Образ деликатной наивности никак не вязался с её острым желанием расспросить Обухова обо всех его недругах, завистниках и конкурентах, но другого шанса могло не представиться вовсе.

Варя колебалась. Выручил Герман.

Младший Обухов отошёл от замешательства и неторопливо двинулся по кабинету, на ходу взяв первую попавшуюся (как можно подумать) фотокарточку в рамке и протянул её Воронцовой.

– Отец любит скромничать, но вы правы, Варвара Николаевна. Взгляните. Этот портрет сделан после обороны Шипки.

– Как интересно.

Взгляд Воронцовой забегал по рядам офицеров на общем снимке в поисках знакомого лица.

– Ох. Вот же вы, – она просияла, ткнув пальчиком в молодого человека, удивительно похожего на Германа.

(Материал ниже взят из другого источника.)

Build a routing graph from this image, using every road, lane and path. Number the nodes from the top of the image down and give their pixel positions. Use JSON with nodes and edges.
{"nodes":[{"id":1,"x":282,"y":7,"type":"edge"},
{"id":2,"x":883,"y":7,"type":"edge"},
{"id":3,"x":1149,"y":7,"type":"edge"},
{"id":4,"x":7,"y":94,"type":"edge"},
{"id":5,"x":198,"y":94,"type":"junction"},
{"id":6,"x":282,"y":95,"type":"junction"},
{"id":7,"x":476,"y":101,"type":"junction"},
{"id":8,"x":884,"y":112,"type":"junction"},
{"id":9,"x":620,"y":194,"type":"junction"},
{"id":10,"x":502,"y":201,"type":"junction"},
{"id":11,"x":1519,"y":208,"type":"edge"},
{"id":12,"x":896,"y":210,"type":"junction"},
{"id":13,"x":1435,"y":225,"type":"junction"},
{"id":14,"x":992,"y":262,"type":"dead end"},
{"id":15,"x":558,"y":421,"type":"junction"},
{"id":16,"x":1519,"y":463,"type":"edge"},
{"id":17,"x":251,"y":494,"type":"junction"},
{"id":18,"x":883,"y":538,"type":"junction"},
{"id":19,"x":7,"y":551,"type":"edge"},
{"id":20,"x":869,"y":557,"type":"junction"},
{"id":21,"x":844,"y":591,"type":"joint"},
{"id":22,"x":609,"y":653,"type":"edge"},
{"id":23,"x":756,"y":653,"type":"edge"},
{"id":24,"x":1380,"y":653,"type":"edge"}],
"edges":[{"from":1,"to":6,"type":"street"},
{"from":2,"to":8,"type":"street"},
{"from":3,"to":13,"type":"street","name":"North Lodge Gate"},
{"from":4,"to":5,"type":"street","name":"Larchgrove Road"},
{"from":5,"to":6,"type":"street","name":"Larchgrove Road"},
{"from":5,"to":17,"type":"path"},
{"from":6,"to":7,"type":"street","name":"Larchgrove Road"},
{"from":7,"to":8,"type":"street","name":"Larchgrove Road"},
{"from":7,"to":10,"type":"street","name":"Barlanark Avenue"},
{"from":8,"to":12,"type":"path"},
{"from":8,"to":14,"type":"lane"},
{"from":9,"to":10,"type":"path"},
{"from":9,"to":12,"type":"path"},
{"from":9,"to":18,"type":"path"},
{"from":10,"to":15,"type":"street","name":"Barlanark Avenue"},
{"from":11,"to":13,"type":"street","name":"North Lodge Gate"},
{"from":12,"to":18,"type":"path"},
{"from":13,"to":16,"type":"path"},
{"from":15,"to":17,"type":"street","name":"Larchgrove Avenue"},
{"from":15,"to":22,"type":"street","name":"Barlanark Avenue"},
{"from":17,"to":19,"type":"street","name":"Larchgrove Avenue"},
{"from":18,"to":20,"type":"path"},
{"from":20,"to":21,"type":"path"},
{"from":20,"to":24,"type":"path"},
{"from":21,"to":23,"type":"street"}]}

Но не успела Варя восхититься их фамильному сходству, как едва не лишилась дара речи, потому что приметила мужчину рядом с Обуховым. От удивления её глаза распахнулись шире.

– Это ведь…

Она подняла взор на Германа. Тот медленно кивнул.

– Князь Куракин, – подтвердил он, как бы невзначай. – Александр Петрович собственной персоной. Тот самый, из-за кражи в доме которого отца вызывали в полицейское управление.

– Герман! – одёрнул его граф и сердито нахмурился. – Ты рассказал девушке? Для чего посвящать постороннего человека в наиболее скандальные подробности прямо с порога?